Interview with the Nurse Manager on February 12, 2014 at approximately 4:00 PM revealed that the nursing staff does not administer aerosolized medications. The nursing staff notifies the respiratory therapist when the medication becomes available.



The medical record lacked documented evidence that the respiratory staff notify the pharmacy and/or the nurse responsible for Patient #15. Additionally, the medical record lacked documented evidence that the medical staff was notified of the inability to administer the aerosolized medication according to physician's order.


Further review of the medical record on February 12, 2014 at 4:00 PM revealed that January 4, 2014 a physician's order "Chest Physiotherapy every six (6) hours". For period beginning February 4, 2014 through February 12, 2014, chest physiotherapy was documented as administered for February 4, 5, and 6, 2014 according to physician's order. The other dates lacked documented evidence that the clinical staff followed the physician's order and/or a reason for the omission.
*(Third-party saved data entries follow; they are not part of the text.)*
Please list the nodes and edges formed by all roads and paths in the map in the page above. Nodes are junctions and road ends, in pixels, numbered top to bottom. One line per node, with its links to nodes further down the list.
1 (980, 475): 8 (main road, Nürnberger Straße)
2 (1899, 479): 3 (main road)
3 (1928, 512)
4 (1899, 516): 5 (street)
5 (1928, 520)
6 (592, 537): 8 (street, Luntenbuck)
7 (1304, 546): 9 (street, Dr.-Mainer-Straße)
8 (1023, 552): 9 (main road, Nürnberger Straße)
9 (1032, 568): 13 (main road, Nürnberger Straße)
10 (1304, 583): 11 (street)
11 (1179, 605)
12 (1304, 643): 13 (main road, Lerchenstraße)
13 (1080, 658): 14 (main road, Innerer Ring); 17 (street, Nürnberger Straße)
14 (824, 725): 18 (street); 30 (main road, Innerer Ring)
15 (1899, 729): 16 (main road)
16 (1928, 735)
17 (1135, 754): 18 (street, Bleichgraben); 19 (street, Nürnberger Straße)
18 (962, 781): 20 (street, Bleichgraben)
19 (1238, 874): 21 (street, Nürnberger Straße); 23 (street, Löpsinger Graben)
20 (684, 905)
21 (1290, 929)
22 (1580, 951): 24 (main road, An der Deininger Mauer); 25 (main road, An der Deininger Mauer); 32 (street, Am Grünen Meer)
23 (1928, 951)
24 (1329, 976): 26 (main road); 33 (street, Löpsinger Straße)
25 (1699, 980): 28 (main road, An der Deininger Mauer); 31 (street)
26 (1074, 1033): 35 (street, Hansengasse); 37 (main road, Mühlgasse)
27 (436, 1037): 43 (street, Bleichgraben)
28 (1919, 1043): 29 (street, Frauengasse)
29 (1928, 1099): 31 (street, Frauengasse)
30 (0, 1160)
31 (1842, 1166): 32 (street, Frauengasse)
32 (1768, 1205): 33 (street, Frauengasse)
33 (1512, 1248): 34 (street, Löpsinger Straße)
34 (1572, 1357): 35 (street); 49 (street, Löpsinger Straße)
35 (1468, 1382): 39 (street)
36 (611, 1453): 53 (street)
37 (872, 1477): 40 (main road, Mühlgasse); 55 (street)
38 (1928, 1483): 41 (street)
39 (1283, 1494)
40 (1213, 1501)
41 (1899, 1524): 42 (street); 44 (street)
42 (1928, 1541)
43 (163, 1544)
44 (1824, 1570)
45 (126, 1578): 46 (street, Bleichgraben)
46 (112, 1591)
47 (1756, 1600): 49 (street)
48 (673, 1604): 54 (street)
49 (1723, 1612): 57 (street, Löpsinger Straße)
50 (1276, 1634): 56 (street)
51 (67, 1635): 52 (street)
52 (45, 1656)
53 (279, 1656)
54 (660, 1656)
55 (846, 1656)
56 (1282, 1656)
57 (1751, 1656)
The medical record lacked documented evidence that chest physiotherapy was provided according to the physician's order.



The respiratory staff failed to follow the physician's order relative to aerosolized nebulizer treatments and chest physiotherapy.



The findings were reviewed, discussed and acknowledged by the Director of Respiratory Services, Respiratory Therapist, Staff Nurse, and Nursing Administration on February 12, 2014 at approximately 4:00 PM at the time of record review.

The policy was reviewed on February 12, 2014 at approximately 4:30 PM.